Facility fee that triples the cost
A $33 chest X-ray done at a hospital outpatient department can become a $150 to $350 total bill once the hospital's facility fee is added. This is the single biggest billing issue for low-cost imaging studies. If your doctor's office is owned by a hospital system, you may be paying hospital outpatient rates without realizing it. Ask if there is a facility fee before scheduling.
Duplicate billing for pre-op X-rays
Chest X-rays ordered for pre-surgical clearance are sometimes billed separately even when the surgeon's office or hospital already includes them in the surgical facility fee. If you had a chest X-ray as part of pre-operative testing and see a separate charge, verify it is not a duplicate.
Separate technical and professional charges
Like all imaging, chest X-rays can be billed as two separate components: the technical component (equipment and technologist) and the professional component (radiologist reading). At a hospital, these may come as two separate bills from two different entities. Together they should not exceed the global rate significantly.
Related Imaging Codes
| Code | Description | Medicare Rate |
|---|---|---|
| 71045 | Chest X-ray, 1 view | ~$23 |
| 71046 | Chest X-ray, 2 views | $33.07 |
| 71048 | Chest X-ray, 4+ views | ~$40 |
Frequently Asked Questions
How much does a chest X-ray cost without insurance?
Without insurance, a 2-view chest X-ray (CPT 71046) costs $30 to $150 depending on the facility. The national average provider charge is $86.59. Urgent care centers and freestanding imaging centers offer the lowest prices. Medicare pays $33.07 for this X-ray. Watch for separate facility fees at hospital outpatient departments that can triple the cost.
What is the difference between CPT 71045 and 71046?
CPT 71045 is a single-view chest X-ray (typically just the PA or frontal view). CPT 71046 is a 2-view chest X-ray that includes both the PA (front-to-back) and lateral (side) views. The 2-view study provides more information and is the standard for most diagnostic purposes.

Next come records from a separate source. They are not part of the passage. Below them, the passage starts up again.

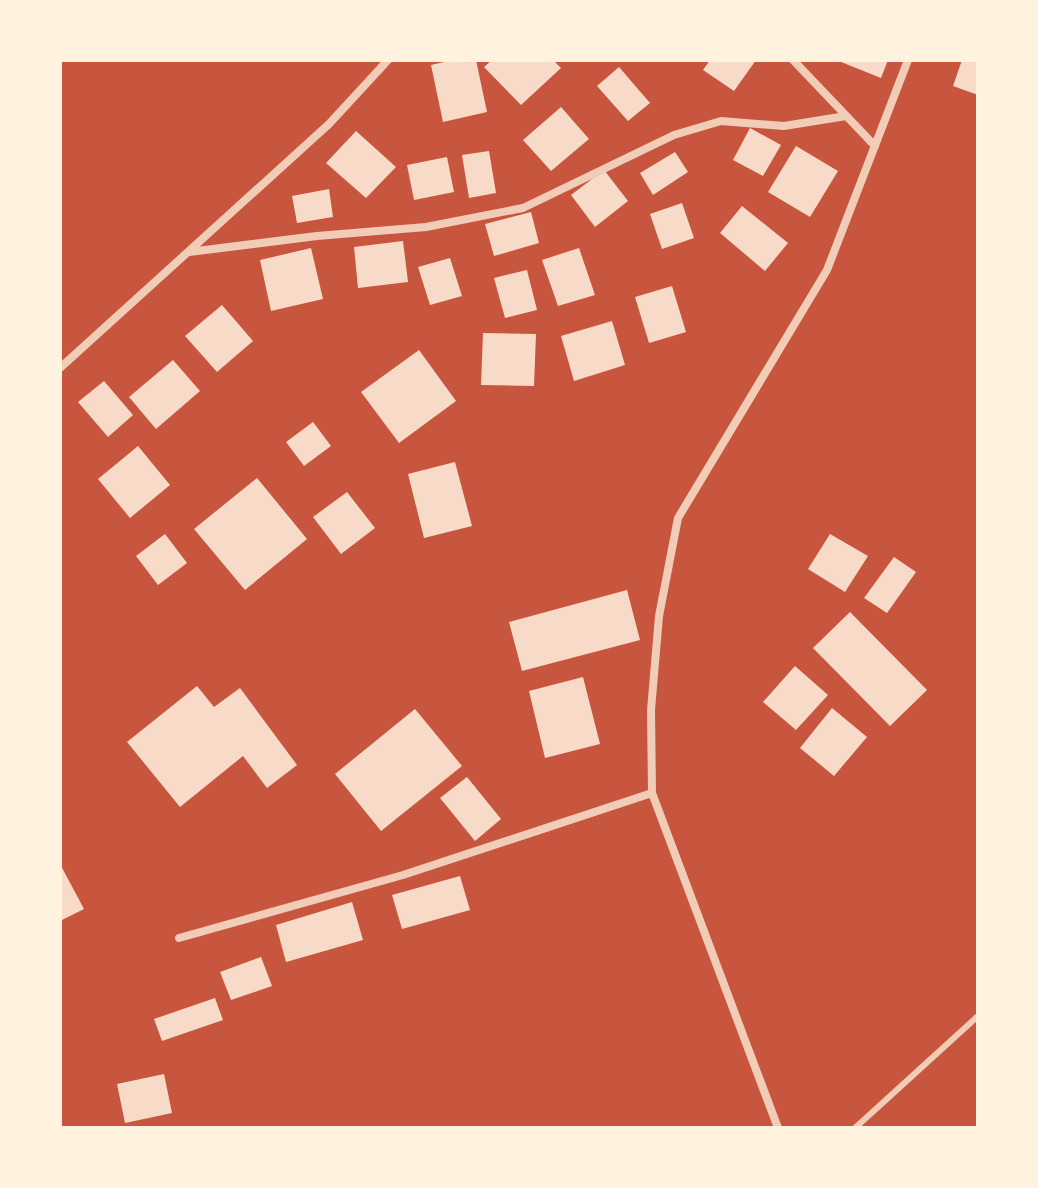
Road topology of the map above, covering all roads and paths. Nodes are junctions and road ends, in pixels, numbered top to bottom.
1 (388, 60) edge
2 (793, 60) edge
3 (908, 60) edge
4 (846, 116) junction
5 (875, 146) junction
6 (189, 252) junction
7 (60, 368) edge
8 (652, 793) junction
9 (179, 938) dead end
10 (978, 1016) edge
11 (778, 1128) edge
12 (855, 1128) edge

1 - 6 street
2 - 4 street
3 - 5 street
4 - 5 street
4 - 6 street
5 - 8 street
6 - 7 street
8 - 9 street
8 - 11 street
10 - 12 lane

Check your bill to make sure you are being charged for the correct number of views.
Why is my chest X-ray bill so high when the Medicare rate is only $33?

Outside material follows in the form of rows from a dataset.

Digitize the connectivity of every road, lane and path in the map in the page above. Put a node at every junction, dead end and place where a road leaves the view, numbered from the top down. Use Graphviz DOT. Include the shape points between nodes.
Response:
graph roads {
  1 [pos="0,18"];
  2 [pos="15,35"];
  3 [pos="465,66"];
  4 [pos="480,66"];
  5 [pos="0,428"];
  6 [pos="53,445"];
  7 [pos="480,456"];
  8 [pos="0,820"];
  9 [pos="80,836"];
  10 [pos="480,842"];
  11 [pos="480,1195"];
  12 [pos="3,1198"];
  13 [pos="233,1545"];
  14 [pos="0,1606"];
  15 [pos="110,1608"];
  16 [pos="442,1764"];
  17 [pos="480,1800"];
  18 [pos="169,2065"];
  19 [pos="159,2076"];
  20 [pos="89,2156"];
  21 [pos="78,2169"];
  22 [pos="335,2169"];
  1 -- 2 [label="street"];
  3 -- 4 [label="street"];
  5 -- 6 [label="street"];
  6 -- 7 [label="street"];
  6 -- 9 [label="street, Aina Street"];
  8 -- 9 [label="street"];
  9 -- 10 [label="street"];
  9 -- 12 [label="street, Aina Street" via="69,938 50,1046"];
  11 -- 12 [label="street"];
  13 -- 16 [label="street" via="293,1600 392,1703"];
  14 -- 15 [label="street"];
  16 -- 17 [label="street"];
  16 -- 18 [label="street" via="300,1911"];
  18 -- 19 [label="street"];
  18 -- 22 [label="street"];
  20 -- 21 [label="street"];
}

While the chest X-ray itself is inexpensive, hospital outpatient departments add a separate facility fee that can be $100 to $300 on top of the scan cost. This means a $33 X-ray can become a $150 to $350 total bill. Freestanding imaging centers and urgent care clinics do not charge separate facility fees, making them significantly cheaper for basic X-rays.
Does insurance cover a chest X-ray?
Most insurance plans cover chest X-rays when medically necessary. Prior authorization is usually not required for basic X-rays. If you have a high-deductible plan and have not met your deductible, you pay the full negotiated rate. Medicare Part B covers 80% after your deductible, leaving approximately $7 in coinsurance. For a test this inexpensive, cash-pay may be cheaper than using insurance at some facilities.